Prescription drugs are critical to any effective healthcare system, but in the U.S. they are also a growing financial burden on patients, employers and care providers, many of whom struggle to keep up with their high costs. According to separate reports from the Medicare Payment Advisory Commission and the IMS Institute for Healthcare Informatics, prescriptions accounted for a fifth of all health-related expenditures in 2015. The Altarum Institute has also estimated that they are the fastest growing slice of that pie.
Specialty drugs have fueled sharp annual increases, 13.1 percent just from 2013 to 2014, in spending on medication this decade. For example, a year’s supply of the most effective medicines for chronic conditions such as HIV, hepatitis C and certain cancers now often exceed the nation’s median GDP per capita. AARP has reported that while almost half (49 percent) of Americans have taken one or more prescription drugs in the past 30 days, 19 percent have also skipped or cut in half some of their doses, in order to save money on refills.
The Main Causes of High Drug Prices
Why are drugs so expensive in the U.S.? There are several intersecting causes that reinforce each other and drive up prices:
- Opaque pricing: Relatively little information is available about launch price formulation, related R&D expenses or the reasons for price increases, especially of older medications. Consumers also have limited insight into the various intermediaries involved in price setting, which is rarely the product of direct negotiations between insurers and manufacturers.
- Patent laws: The U.S. patent system allows for substantial delays in the production of generics and biosimilars, as well as the attainment of additional patents for slightly reformulated medicines (e.g., extended-release versions). Patent estates covering numerous similar compounds may also drive up costs by limiting competition.
- No negotiation: Medicare is prohibited by law from negotiating with manufacturers on drug prices. As a result, there are effectively no price controls or payers with enough clout to bring down prices, so medications can be priced at whatever level the market will currently bear.
Fresh Approaches for Bringing Down Drug Costs
The Food and Drug Administration could require manufacturers to reveal the true costs of R&D during the approval process. Additional data about the long-term impact on prices of drug coupons and direct-to-consumer advertising may also be useful in determining how drug pricing could become more streamlined, realistic and in sync with actual utility.
Value-based formularies (VBF) are another route for better understanding how drug prices align with clinical value for patients. One Seattle-based insurer developed a VBF in 2008 and 2009 that assessed the clinical effectiveness, safety, cost and results of each service, with the goal of placing drugs into a 4-tier system with different copays. The pilot of this VBF decreased the plan’s monthly costs by 11 percent after targeting popular medicines for treating hypertension, hyperlipidemia and diabetes.

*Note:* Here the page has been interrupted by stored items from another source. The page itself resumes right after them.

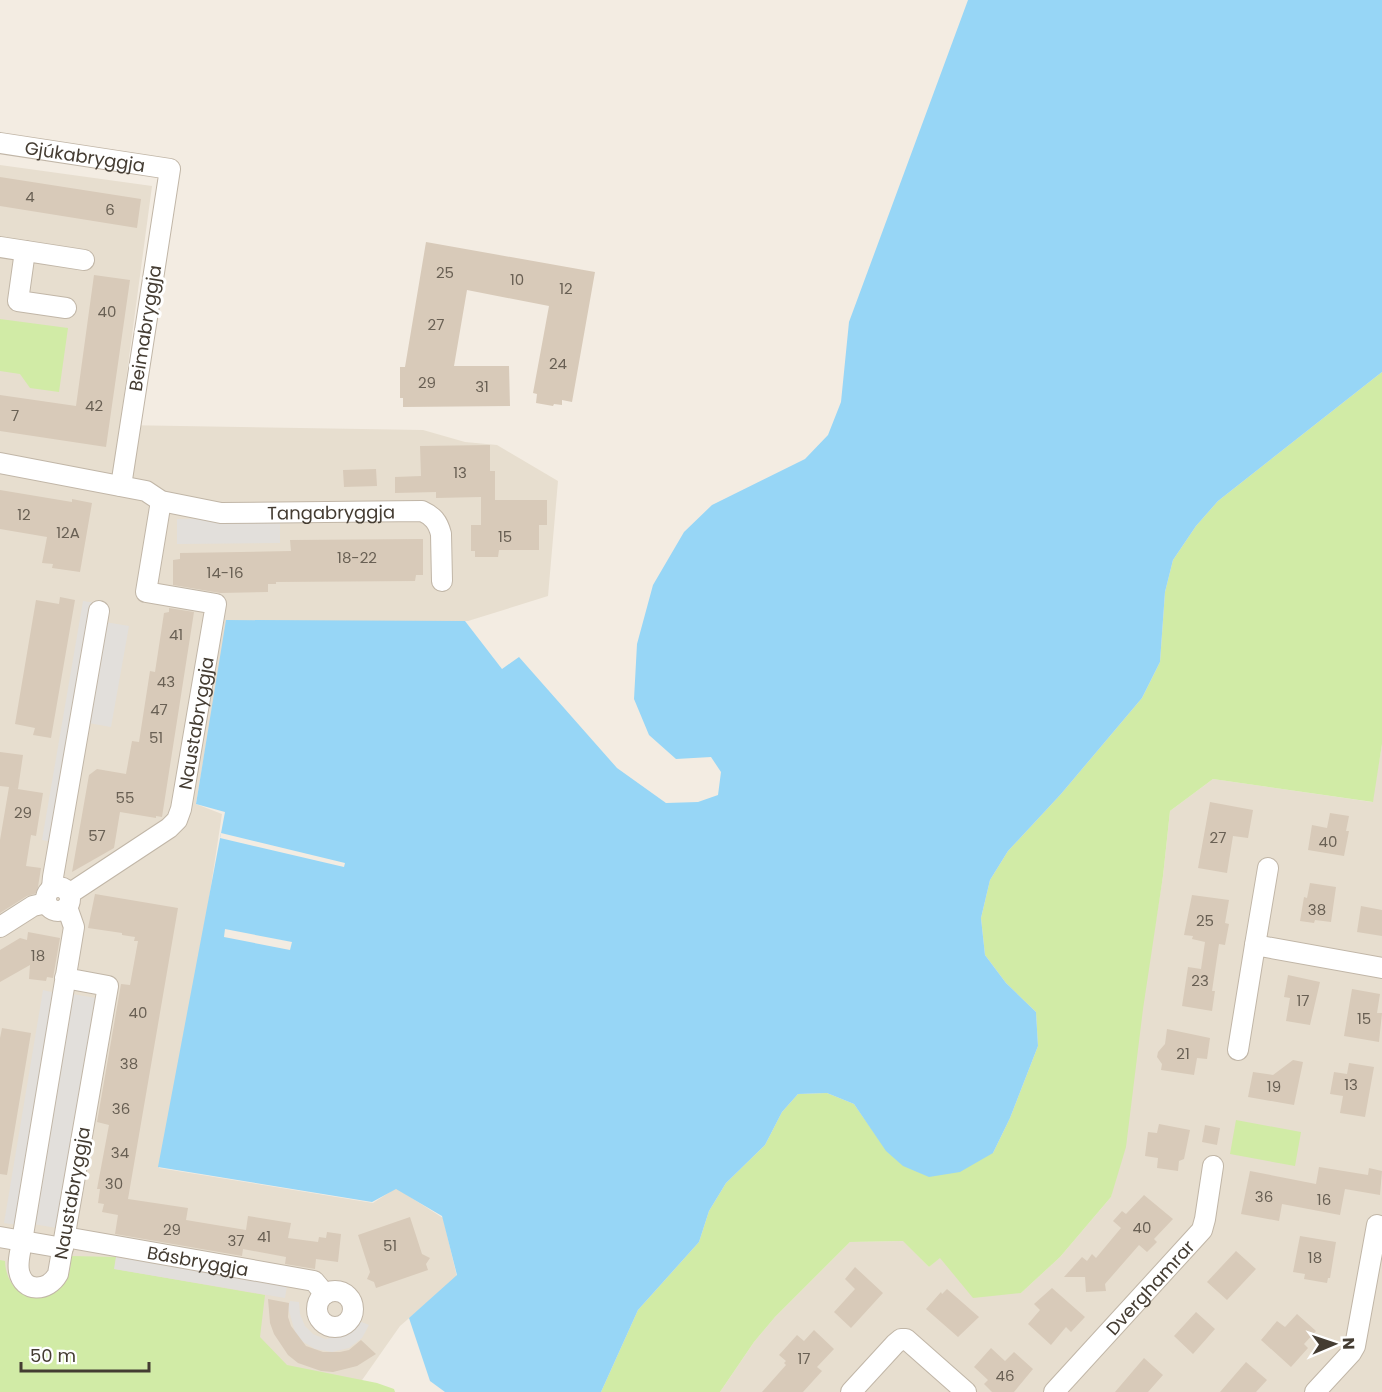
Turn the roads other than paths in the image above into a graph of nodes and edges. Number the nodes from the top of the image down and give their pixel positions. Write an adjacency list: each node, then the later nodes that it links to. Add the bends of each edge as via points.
1 (0, 143): 2 (street, Gjúkabryggja)
2 (170, 169): 8 (street, Beimabryggja)
3 (0, 247): 4 (street)
4 (25, 251): 5 (street); 6 (street, via 18,301)
5 (84, 260)
6 (66, 308)
7 (0, 463): 8 (street, Tangabryggja)
8 (121, 486): 9 (street, Tangabryggja, via 146,490)
9 (160, 501): 10 (street, Tangabryggja, via 222,513 422,512 439,526); 13 (street, Naustabryggja, via 146,592 216,604 181,809 169,828)
10 (442, 581)
11 (99, 611): 13 (street, Naustabryggja, via 52,877)
12 (1268, 868): 15 (street)
13 (59, 898): 14 (street, Naustabryggja, via 33,906); 17 (street, Naustabryggja, via 74,927)
14 (0, 927)
15 (1255, 945): 16 (street); 18 (street)
16 (1382, 968)
17 (66, 978): 22 (street, Naustabryggja); 23 (street, Naustabryggja, via 108,986)
18 (1238, 1050)
19 (1213, 1166): 27 (street, Dverghamrar, via 1202,1230)
20 (1377, 1225): 28 (street, via 1355,1346)
21 (0, 1238): 22 (street, Básbryggja)
22 (22, 1241): 23 (street, Básbryggja); 23 (street, Naustabryggja, via 19,1271 25,1283 37,1288 55,1280)
23 (64, 1243): 24 (street, Básbryggja, via 314,1281)
24 (325, 1294)
25 (850, 1392): 26 (street, via 895,1344 906,1339)
26 (966, 1392)
27 (1054, 1392)
28 (1315, 1392)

With greater transparency across approvals and formularies, competition may be easier to encourage, as well. A more empowered FDA could update its rules on sample sharing to accelerate the development of generics and biosimilars. Moreover, the Orphan Drug Act of 1983 could be overhauled to incentivize value-oriented treatments for rare diseases.
Out-of-the-Box Ideas for Improving Rx Accessibility
Drug Utilization Review (DUR) is another useful tool for improving prescription drug utilization and lowering prescription drug costs for healthcare providers. DUR assesses the necessity and effectiveness of prescribed drugs for treating patients’ conditions. It can be performed prospectively, concurrently and retrospectively. In some agencies, like Medicaid, DUR is conducted in a two-phase process. The prospective phase screens for issues including drug-disease contraindication, incorrect dosage, clinical misuse or abuse, and more. The retrospective phase involves periodic examinations of claims to identify patterns of fraud, abuse and unnecessary care. An effective DUR program can mitigate rising prescription drug costs while also ensuring that appropriate and necessary healthcare is delivered to the patient.

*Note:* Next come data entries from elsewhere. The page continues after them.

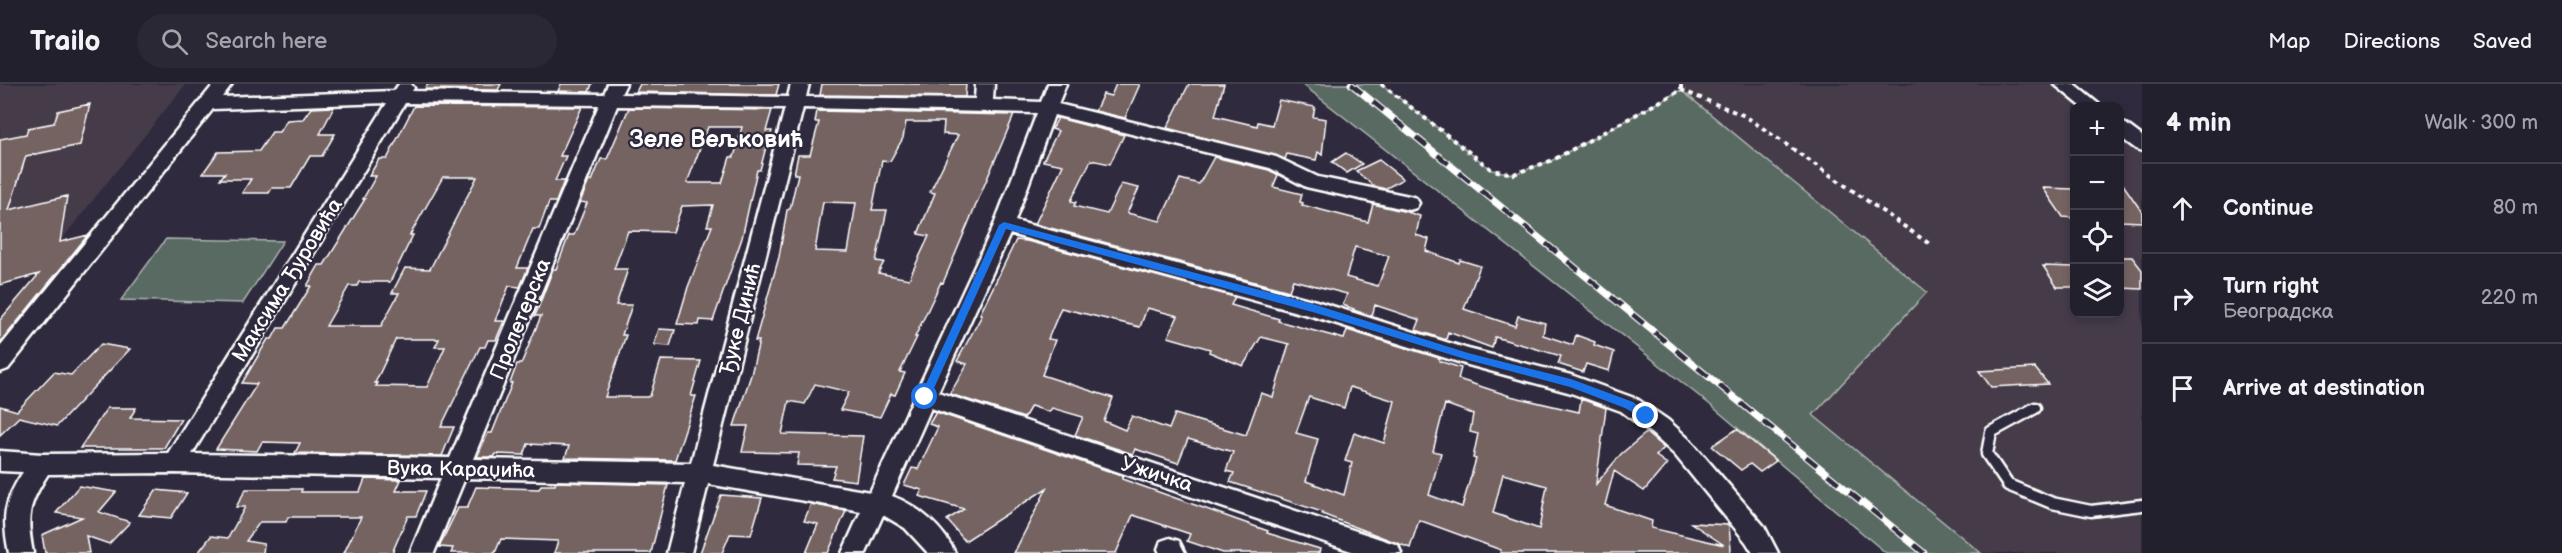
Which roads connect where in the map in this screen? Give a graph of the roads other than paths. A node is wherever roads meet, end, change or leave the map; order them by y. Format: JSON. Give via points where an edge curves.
{"nodes":[{"id":1,"x":223,"y":84,"type":"edge"},
{"id":2,"x":985,"y":84,"type":"edge"},
{"id":3,"x":1057,"y":84,"type":"edge"},
{"id":4,"x":2063,"y":84,"type":"edge"},
{"id":5,"x":403,"y":91,"type":"edge"},
{"id":6,"x":614,"y":92,"type":"edge"},
{"id":7,"x":798,"y":94,"type":"edge"},
{"id":8,"x":2087,"y":102,"type":"edge"},
{"id":9,"x":209,"y":103,"type":"junction"},
{"id":10,"x":984,"y":105,"type":"junction"},
{"id":11,"x":1049,"y":108,"type":"junction"},
{"id":12,"x":2124,"y":131,"type":"edge"},
{"id":13,"x":2142,"y":145,"type":"edge"},
{"id":14,"x":1409,"y":203,"type":"dead end"},
{"id":15,"x":1004,"y":225,"type":"junction"},
{"id":16,"x":0,"y":363,"type":"edge"},
{"id":17,"x":925,"y":397,"type":"junction"},
{"id":18,"x":2035,"y":408,"type":"dead end"},
{"id":19,"x":0,"y":462,"type":"edge"},
{"id":20,"x":174,"y":463,"type":"junction"},
{"id":21,"x":42,"y":464,"type":"junction"},
{"id":22,"x":459,"y":469,"type":"junction"},
{"id":23,"x":701,"y":473,"type":"junction"},
{"id":24,"x":878,"y":502,"type":"junction"},
{"id":25,"x":2142,"y":505,"type":"edge"},
{"id":26,"x":21,"y":553,"type":"edge"},
{"id":27,"x":422,"y":553,"type":"edge"},
{"id":28,"x":679,"y":553,"type":"edge"},
{"id":29,"x":854,"y":553,"type":"edge"},
{"id":30,"x":943,"y":553,"type":"edge"},
{"id":31,"x":1389,"y":553,"type":"edge"},
{"id":32,"x":1766,"y":553,"type":"edge"}],
"edges":[{"from":1,"to":9,"type":"street"},
{"from":2,"to":10,"type":"street"},
{"from":3,"to":11,"type":"street"},
{"from":4,"to":8,"type":"street"},
{"from":5,"to":6,"type":"street"},
{"from":5,"to":9,"type":"street"},
{"from":5,"to":20,"type":"street","name":"Максима Ђуровића"},
{"from":6,"to":7,"type":"street"},
{"from":6,"to":22,"type":"street","name":"Пролетерска"},
{"from":7,"to":10,"type":"street"},
{"from":7,"to":23,"type":"street","name":"Ђуке Динић"},
{"from":9,"to":16,"type":"street"},
{"from":10,"to":11,"type":"street"},
{"from":11,"to":14,"type":"street","via":[[1276,163],[1313,182]]},
{"from":11,"to":15,"type":"street"},
{"from":12,"to":13,"type":"street"},
{"from":15,"to":17,"type":"street"},
{"from":15,"to":32,"type":"street","via":[[1316,309],[1468,357],[1571,384],[1629,405],[1683,448],[1755,534]]},
{"from":17,"to":24,"type":"street"},
{"from":17,"to":31,"type":"street","name":"Ужичка"},
{"from":18,"to":25,"type":"lane","via":[[1991,432],[1987,454],[2008,485],[2052,503],[2091,511]]},
{"from":19,"to":21,"type":"street","name":"Вука Караџића"},
{"from":20,"to":21,"type":"street","name":"Вука Караџића"},
{"from":20,"to":22,"type":"street","name":"Вука Караџића"},
{"from":21,"to":26,"type":"street","via":[[21,497],[15,518]]},
{"from":22,"to":23,"type":"street","name":"Вука Караџића"},
{"from":22,"to":27,"type":"street","name":"Пролетерска"},
{"from":23,"to":24,"type":"street","name":"Вука Караџића"},
{"from":23,"to":28,"type":"street","name":"Ђуке Динић"},
{"from":24,"to":29,"type":"street"},
{"from":24,"to":30,"type":"street","name":"Вука Караџића","via":[[907,514]]}]}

At Advanced Medical Reviews (AMR), a leading independent review organization, pharmacy benefit and drug utilization reviews aim to ensure that prescribed medications are needed and provide a benefit to the course of treatment. AMR’s belief statement- We believe every patient should receive quality healthcare- is a guiding principle behind how they process cases. As Leah Williams, Reviewer Relations Manager, notes, “We focus on the patient and the desired outcome while ensuring the right drug, in the right amount, provides the intended treatment.”
A more controversial solution for improving prescription drug availability is allowing non-FDA approved drugs to be imported into the United States. While this option does have the potential to improve price competition and expand accessibility to less-expensive prescription drugs, it has been met with great opposition from pharmacy trade groups. Both the National Association of Chain Drug Stores and the American Pharmacists Association assert that this type of legislation “would lead to an influx of unsafe drugs.” The FDA and the Canadian government have also expressed concerns over expanding imports increasing the risk of counterfeit drugs in the supply chain.
More Affordable Drugs for Everyone
Everyone deserves access to high-quality care, including prescription drugs. By evaluating specific treatments for effectiveness and cost (via institutions such as VBFs), increased transparency into pricing, more direct price negotiations, and accelerated processes for developing low-cost medicines, the health sector can control expenses and ensure that beneficial treatments are more accessible to patients.